Rabbanit Yemima Mizrachi était l'un des dirigeants de la retraite. (Déborah Danan)

Rabbanit Yemima Mizrachi était l’un des dirigeants de la retraite. (Déborah Danan)

Dans le hall de l’hôtel, la participante Livnat Or a frissonné sous le souffle glacial de la climatisation. « Ils l’ont fait exprès pour s’assurer que nous nous habillons modestement », dit-elle en riant et en faisant référence à une autre norme de la vie orthodoxe qui crée souvent une distinction visible entre Israéliens religieux et laïcs.

Oren, dont l’histoire de survie a été dramatisée dans une pièce de théâtre du 7 octobre, actuellement en tournée dans les universités de l’Ivy League, se tenait dans l’ascenseur de Shabbat, portes ouvertes, attendant qu’il commence son ascension automatique. « Alors je ne comprends pas, que se passe-t-il maintenant ? Dieu ferme les portes ? il a plaisanté.

Ayant grandi dans le quartier ultraorthodoxe de Mea Shearim à Jérusalem, Schneider a déclaré que contrairement à la plupart des participants, elle n’avait jamais eu le « privilège de la dévotion » pour le Shabbat, qui, selon elle, permet aux gens de guérir des pires types de traumatismes. En 2012, Schneider a fondé Kesher Yehudi avec pour mission de lutter contre la méfiance entre les juifs ultra-orthodoxes et d’autres groupes, enracinée dans sa conviction que le peuple juif est fondamentalement uni.

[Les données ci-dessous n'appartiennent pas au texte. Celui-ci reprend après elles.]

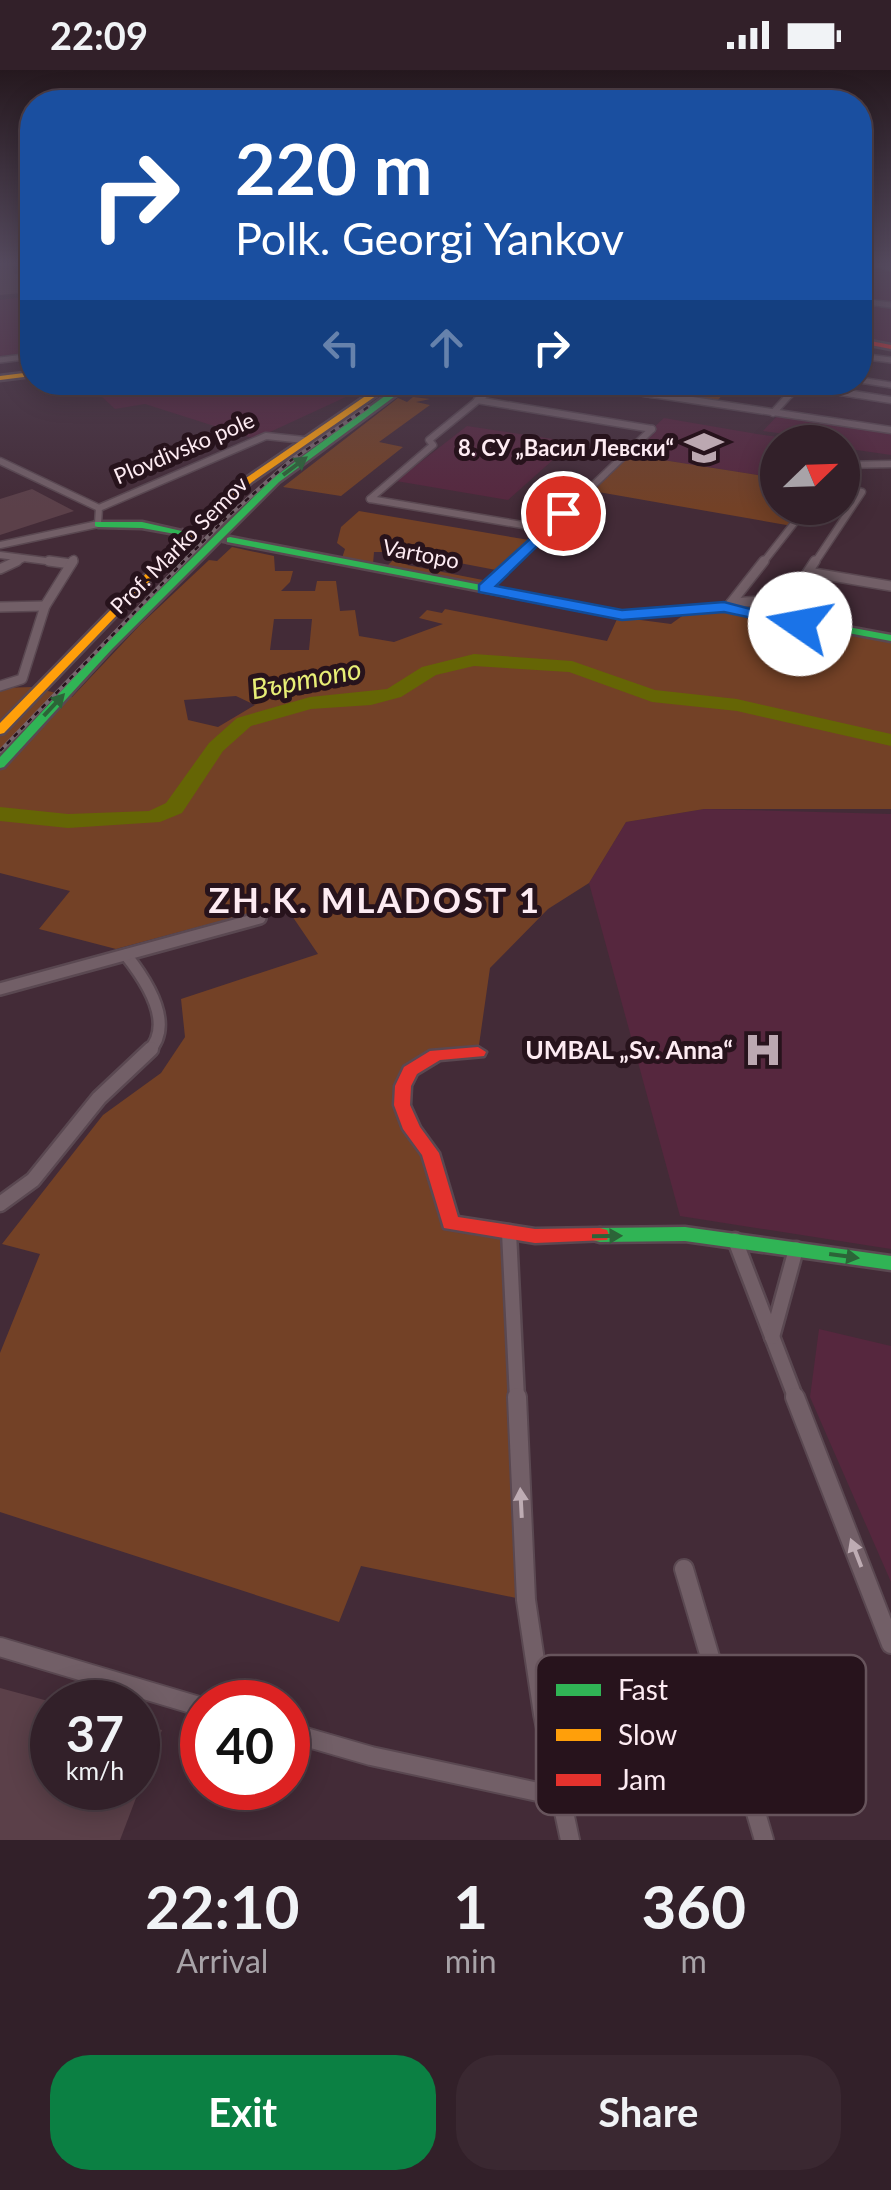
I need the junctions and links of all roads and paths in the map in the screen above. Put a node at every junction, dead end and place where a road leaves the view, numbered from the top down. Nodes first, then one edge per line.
1 (372, 395) edge
2 (393, 395) edge
3 (484, 395) edge
4 (654, 395) edge
5 (790, 395) edge
6 (863, 395) edge
7 (477, 400) junction
8 (891, 400) edge
9 (773, 413) junction
10 (891, 430) edge
11 (304, 440) junction
12 (0, 461) edge
13 (891, 464) edge
14 (860, 465) edge
15 (99, 516) junction
16 (792, 525) edge
17 (840, 525) edge
18 (546, 529) junction
19 (181, 532) tunnel mouth
20 (230, 540) tunnel mouth
21 (0, 545) edge
22 (0, 555) edge
23 (22, 558) junction
24 (0, 569) edge
25 (808, 572) junction
26 (891, 586) edge
27 (484, 588) junction
28 (728, 605) junction
29 (45, 606) junction
30 (0, 607) edge
31 (891, 638) edge
32 (0, 686) edge
33 (0, 730) edge
34 (0, 764) edge
35 (260, 918) dead end
36 (126, 955) junction
37 (0, 989) edge
38 (478, 1052) dead end
39 (0, 1204) edge
40 (509, 1232) junction
41 (735, 1240) junction
42 (796, 1249) junction
43 (891, 1263) edge
44 (772, 1338) junction
45 (684, 1569) dead end
46 (891, 1644) edge
47 (0, 1647) edge
48 (709, 1655) edge
49 (536, 1671) edge
50 (180, 1700) edge
51 (310, 1738) edge
52 (536, 1792) edge
53 (564, 1815) edge
54 (757, 1815) edge
55 (570, 1840) edge
56 (764, 1840) edge

1 - 11 main road, Prof. Marko Semov
34 -> 2 main road, Prof. Marko Semov
3 - 7 street
4 - 9 street
5 - 9 street
6 - 8 street
7 - 18 street
7 - 18 street
9 - 10 street
11 - 15 street, Plovdivsko pole
11 - 33 main road, Prof. Marko Semov
12 - 15 street
13 - 14 street
15 - 19 main road, Plovdivsko pole
15 - 21 street, Plovdivsko pole
16 - 28 street
17 - 25 street
18 - 27 street
20 - 27 main road, Vartopo
22 - 23 street
23 - 24 street
23 - 29 street
25 - 26 street
25 - 28 street
27 - 28 main road, Vartopo
28 - 31 main road, Vartopo
29 - 30 street
29 - 32 street
35 - 36 street
36 - 37 street
36 - 39 street
38 - 40 main road
40 -> 41 main road
49 -> 40 street
41 - 42 main road
41 - 44 street
42 -> 43 main road
42 - 44 street
46 -> 44 street
45 - 48 street
47 - 50 street
51 - 52 street
53 - 55 street
54 - 56 street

« Certains éléments comme les médias et le gouvernement voudraient faire croire que nous sommes divisés, mais nous leur avons prouvé le contraire à maintes reprises », a-t-elle déclaré. « Le problème est que nous n’avons tout simplement pas la possibilité de nous rencontrer. »

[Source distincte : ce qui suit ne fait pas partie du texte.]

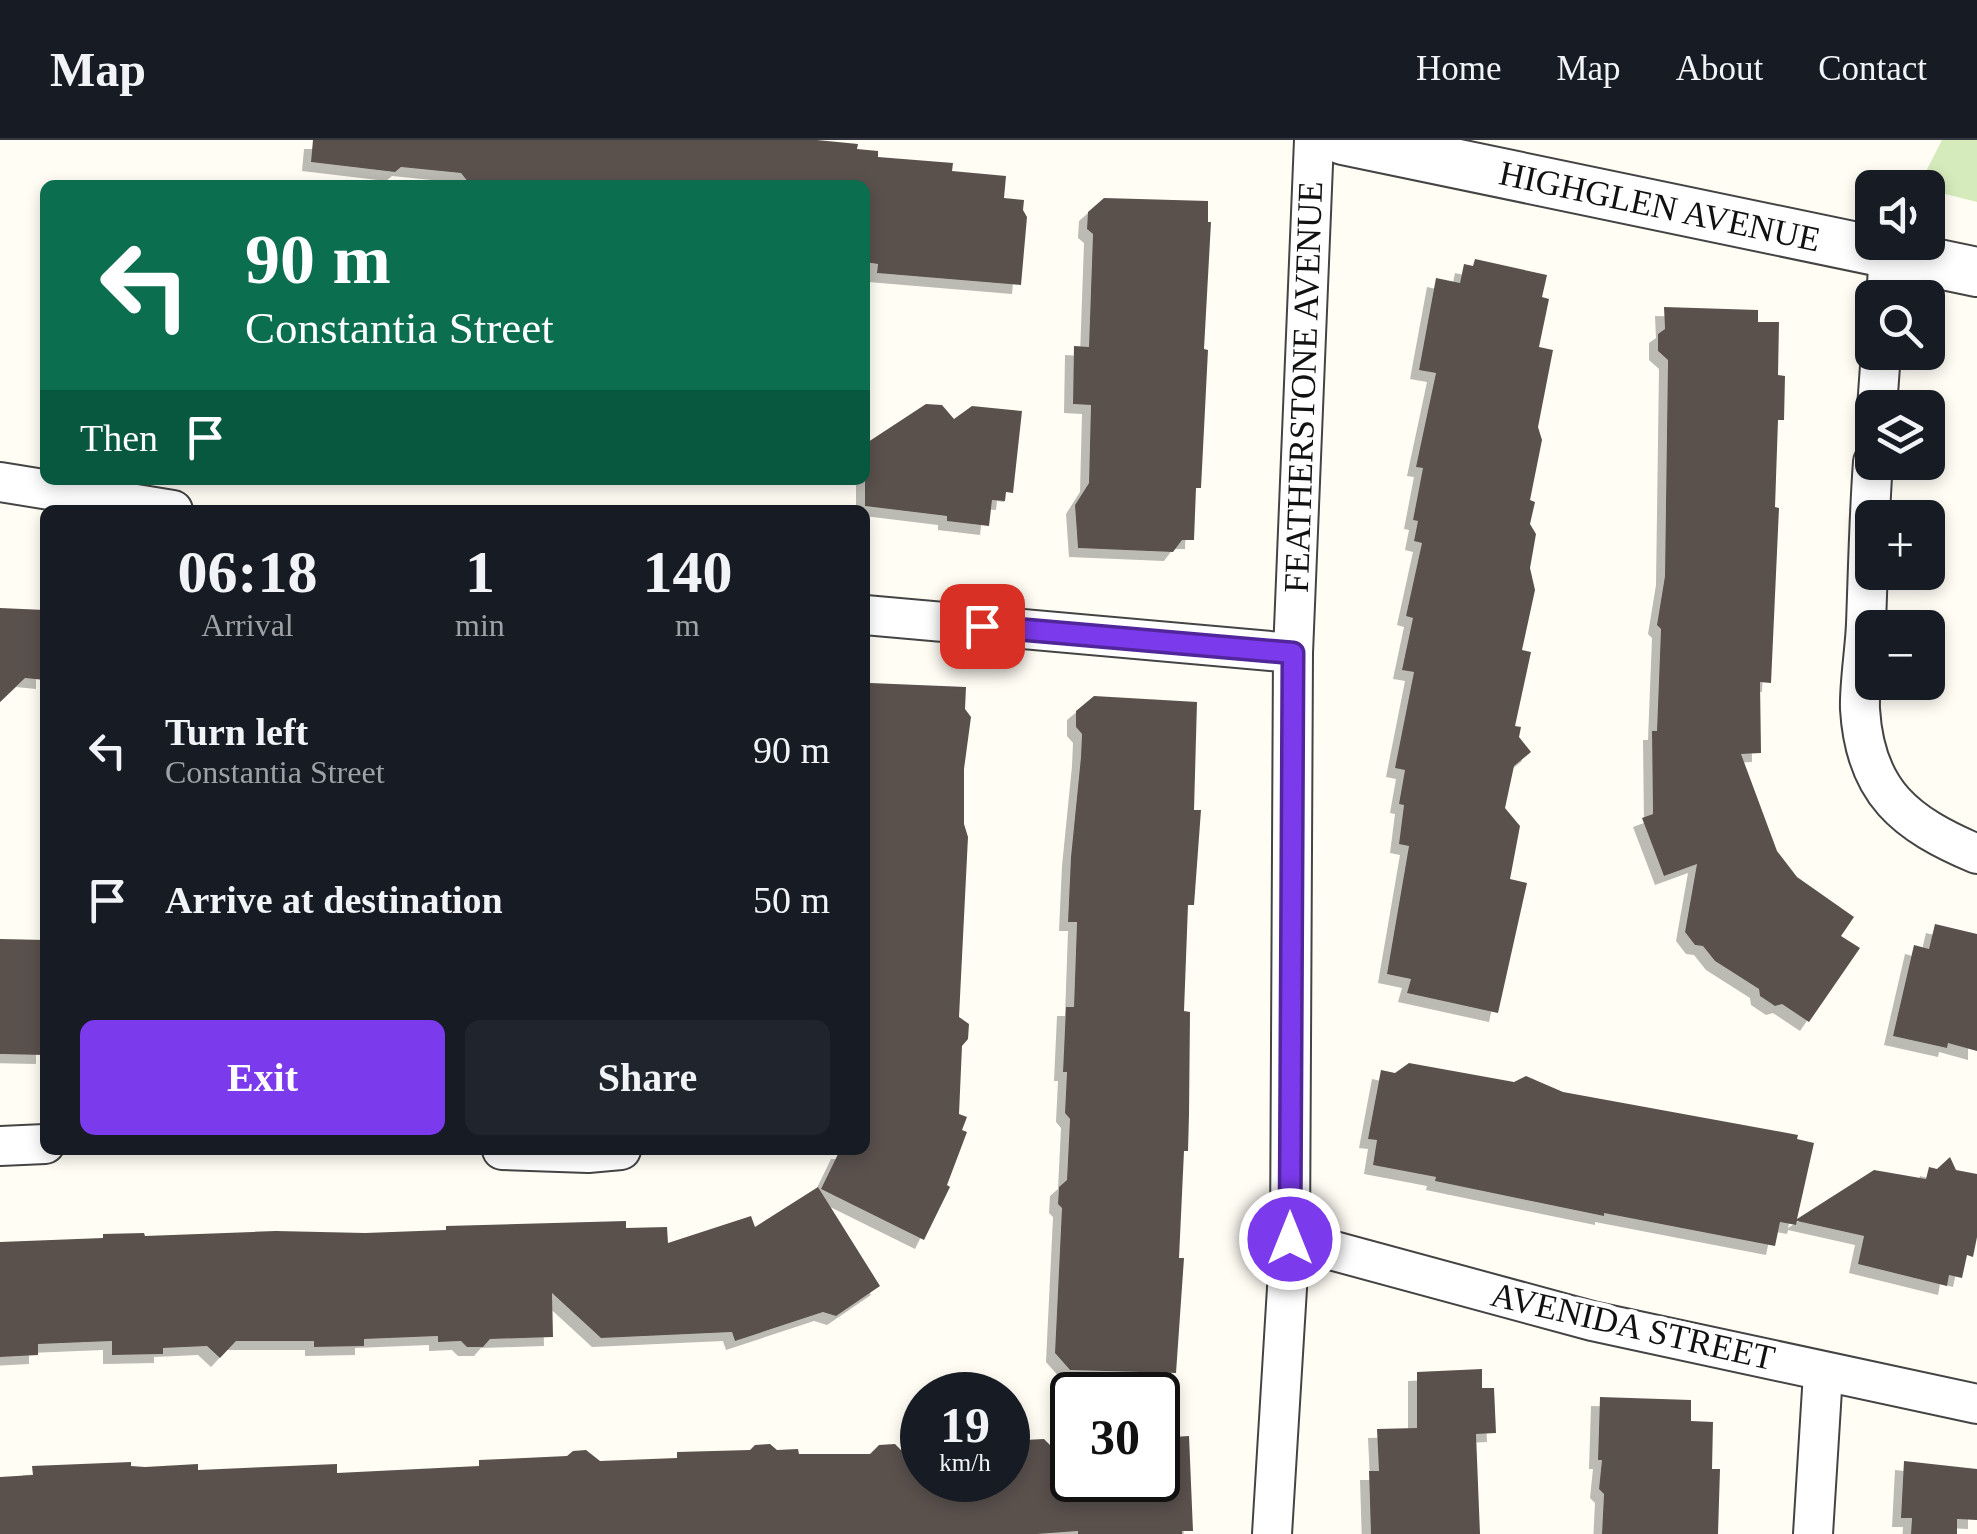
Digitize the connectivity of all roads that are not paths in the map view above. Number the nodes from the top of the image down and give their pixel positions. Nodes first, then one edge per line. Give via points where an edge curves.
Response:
1 (1314, 140) edge
2 (1343, 140) edge
3 (1977, 272) edge
4 (1887, 276) edge
5 (1872, 480) edge
6 (0, 482) edge
7 (143, 505) edge
8 (870, 616) edge
9 (1293, 653) junction
10 (1977, 854) edge
11 (40, 1144) edge
12 (0, 1146) edge
13 (1290, 1239) junction
14 (1822, 1373) junction
15 (1977, 1404) edge
16 (1272, 1534) edge
17 (1812, 1534) edge

1 - 9 street, FEATHERSTONE AVENUE
2 - 4 street, HIGHGLEN AVENUE
3 - 4 street, HIGHGLEN AVENUE
5 - 10 street via 1860,707 1866,748 1899,810 1925,831
6 - 7 street
8 - 9 street
9 - 13 street, FEATHERSTONE AVENUE
11 - 12 street
13 - 14 street, AVENIDA STREET via 1592,1321
13 - 16 street, FEATHERSTONE AVENUE
14 - 15 street, AVENIDA STREET
14 - 17 street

Les activités de l’organisation ont connu une croissance exponentielle depuis le 7 octobre et, en plus des programmes de Shabbaton, elle compte désormais 14 000 partenaires d’études réunis en binômes, connus en hébreu sous le nom de hevrutas, entre Israéliens laïcs et ultra-orthodoxes. Le groupe gère également des programmes d’apprentissage dans les académies pré-militaires.

« Les gens se demandent ce que signifie être juif. Ils comprennent maintenant que peu importe votre origine, les Sinwar et les Nasrallah ne font aucune différence entre nous », a-t-elle déclaré, faisant référence au chef du Hamas à Gaza. « Ils nous détestent parce que nous sommes juifs. »

Pour Meirav Berger, l’assassinat de Nasrallah résume l’essence de son expérience du Shabbat.

« Il est mort. On pourrait dire que c’est tout le Shabbat », a-t-elle déclaré. « Qui aurait cru que nous y arriverions ? C’est Dieu qui se révèle. Désormais, il va se révéler de plus en plus. À partir de là, le seul moyen est de monter.